Scalettar: In August 1960, I got a call from the chief of orthopedics: “Hey, Ray, come on down to the emergency room. I want you to see a VIP, and I want to get your opinion.”

I walk in, and there’s Vice President Nixon on a gurney. I shook his hand and said, “Good Morning, Mr. Vice President.”

I learned that about 10 days earlier in North Carolina, a car door cracked his knee and tore his pants. He developed a boil over his kneecap. It was red hot and swollen, and he was in pain and taking either Aureomycin or Terramycin [oxytetracycline] prescribed by his medical aides. He was resolute but obviously anxious with the burden of a campaign weighing on him.

The orthopedist thought it was gout, but 90% of gout is in the big toe. I took a culture, and two days later the chief of bacteriology called me and said it was growing hemolytic Staphylococcus aureus.

What did you do?

I informed the chief of medicine and said, “The vice president has hemolytic Staphylococcus aureus.” Recognizing how serious this was, I also directly called the Army surgeon general, Leonard Heaton. He said, “Thank God you called me.”

That evening, we met with Nixon and his aides and sycophants about what should be done. It was pretty obvious that the staff individuals were more concerned about the campaign than recognizing the seriousness of the problem – septic arthritis, red-hot joint. And it was difficult for Nixon to realize how vulnerable he was and how serious the problem was.

Nixon finally turned to me and said, “Hey doc, you made the diagnosis. What do you have to say?” I said, “Mr. Vice President, if you don’t come to the hospital tonight, there’s not going to be an election.”

“WHAT?”

Nixon turned to the General Heaton and said, “you heard what the young doctor, the young captain, said.” General Heaton replied immediately that “he’s absolutely right. You’re seriously ill. If you don’t come in tonight, there’s not going to be an election.”

The hospital got permission from President Dwight Eisenhower for Nixon to use his presidential suite rather than the other rooms in the VIP suite. Nixon checked in that night. Then what happened?

We started him on antibiotics, and Heaton said to me, “You stay with him night and day.
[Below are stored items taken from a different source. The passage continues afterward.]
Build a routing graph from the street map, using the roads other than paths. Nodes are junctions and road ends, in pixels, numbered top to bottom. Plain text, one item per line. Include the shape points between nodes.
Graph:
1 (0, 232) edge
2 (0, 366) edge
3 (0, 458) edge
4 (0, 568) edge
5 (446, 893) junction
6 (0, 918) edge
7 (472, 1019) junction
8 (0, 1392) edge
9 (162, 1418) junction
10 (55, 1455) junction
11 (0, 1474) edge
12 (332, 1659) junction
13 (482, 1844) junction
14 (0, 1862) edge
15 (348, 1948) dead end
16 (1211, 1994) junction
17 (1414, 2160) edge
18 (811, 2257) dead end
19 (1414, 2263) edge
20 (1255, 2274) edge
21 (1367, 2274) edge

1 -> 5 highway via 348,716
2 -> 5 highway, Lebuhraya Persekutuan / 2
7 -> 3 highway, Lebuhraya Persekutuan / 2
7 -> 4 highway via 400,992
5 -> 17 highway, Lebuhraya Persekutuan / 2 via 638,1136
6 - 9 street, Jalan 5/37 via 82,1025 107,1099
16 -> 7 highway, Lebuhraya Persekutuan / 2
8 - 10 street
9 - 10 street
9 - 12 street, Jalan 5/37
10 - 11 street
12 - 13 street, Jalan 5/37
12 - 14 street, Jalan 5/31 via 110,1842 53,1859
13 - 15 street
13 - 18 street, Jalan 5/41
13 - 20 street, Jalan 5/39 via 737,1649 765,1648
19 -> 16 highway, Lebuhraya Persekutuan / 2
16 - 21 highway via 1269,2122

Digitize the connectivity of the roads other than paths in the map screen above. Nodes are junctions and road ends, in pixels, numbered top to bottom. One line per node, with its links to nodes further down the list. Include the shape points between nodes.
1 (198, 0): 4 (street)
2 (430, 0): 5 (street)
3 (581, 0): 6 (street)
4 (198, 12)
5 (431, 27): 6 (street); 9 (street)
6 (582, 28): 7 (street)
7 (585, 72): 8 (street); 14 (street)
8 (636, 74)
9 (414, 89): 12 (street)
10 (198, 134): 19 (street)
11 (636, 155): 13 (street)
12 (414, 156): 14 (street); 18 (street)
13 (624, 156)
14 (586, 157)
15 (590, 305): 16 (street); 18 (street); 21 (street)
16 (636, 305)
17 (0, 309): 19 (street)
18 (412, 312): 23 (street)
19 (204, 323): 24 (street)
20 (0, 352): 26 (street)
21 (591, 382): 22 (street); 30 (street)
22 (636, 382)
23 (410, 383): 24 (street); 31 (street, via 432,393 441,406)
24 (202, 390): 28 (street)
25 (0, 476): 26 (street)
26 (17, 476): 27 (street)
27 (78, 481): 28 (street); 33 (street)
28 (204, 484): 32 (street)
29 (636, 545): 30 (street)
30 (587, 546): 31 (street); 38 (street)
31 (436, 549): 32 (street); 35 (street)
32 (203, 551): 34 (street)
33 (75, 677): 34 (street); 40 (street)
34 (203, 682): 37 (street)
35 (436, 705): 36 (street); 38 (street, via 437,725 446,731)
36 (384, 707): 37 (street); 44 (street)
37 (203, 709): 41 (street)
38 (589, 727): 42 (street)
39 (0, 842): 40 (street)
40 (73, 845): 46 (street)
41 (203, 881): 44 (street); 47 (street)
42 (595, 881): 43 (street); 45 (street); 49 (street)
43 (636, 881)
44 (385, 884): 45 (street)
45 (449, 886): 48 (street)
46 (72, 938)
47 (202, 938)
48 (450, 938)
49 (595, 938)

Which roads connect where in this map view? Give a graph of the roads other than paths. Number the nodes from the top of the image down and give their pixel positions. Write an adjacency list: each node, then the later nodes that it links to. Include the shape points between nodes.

Your job is to get him out of here alive.” “Yes, sir.” I slept in the anteroom next to his room for several days.

What about other treatment?

Traction was used by orthopedics to decrease pressure on the joint. The orthopedic surgeon would aspirate the joint and remove the infected synovial fluid, and ice packs were applied to the joint.

Whatever you might think of Nixon, he was a tough patient. I have a healthy respect for him knowing what he went through and the burden of the campaign as the Republican standard bearer. [Nixon later wrote that “the physical pain I suffered those next 2 weeks was bad enough, particularly when they lanced the knee to shoot antibiotics into the infected area. But the mental suffering was infinitely worse.”]

Could Nixon, then age 47, have died?

Yes. The infection was in the knee joint, where it had spread from the skin infection. He could have gotten septicemia. If not treated properly, he might have died.

I often have thought about what would have happened if I’d missed the diagnosis. I do not think he could have campaigned and might become seriously ill and even died. I knew how serious this was and raised the appropriate alarms for him to be treated aggressively.

How did Nixon’s staff deal with the media regarding his illness?

Once his staff understood, they cooperated, especially after General Heaton without hesitation said I was absolutely right!

I have one thing about to say about [Nixon’s press secretary] Herb Klein. Every day we wrote the [press] dispatch, and he never countered us. We wrote it honestly. He did ask why we had to say Nixon had hemolytic Staphylococcus aureus. The answer was that we wanted the public to know how serious this was.

Nixon was initially expected to be in the hospital for 2 weeks. What happened next?

On a Friday, 11 days after he was admitted, Nixon departed Walter Reed. Although I was concerned that he was still in trouble, I was no longer solely responsible for his care.

In an ideal situation, he would have been better to stay longer in the hospital for physical therapy and observation. I would have advised him not to leave the hospital for several more days. But the pressure of the campaign prevailed and he was not to be denied.

You’ve written about transparency regarding presidential illness. How open do you think the White House should be?

Presidents and candidates have a right to privacy. However, it’s important that we know as much as possible about any serious illnesses. They have to be fair and square about their problems.

When I read the opinions and recommendations of scholars as to what should be done when a President or presidential candidate is disabled, I’m always secretly amused because many of them were never confronted with a real-life situation as I was.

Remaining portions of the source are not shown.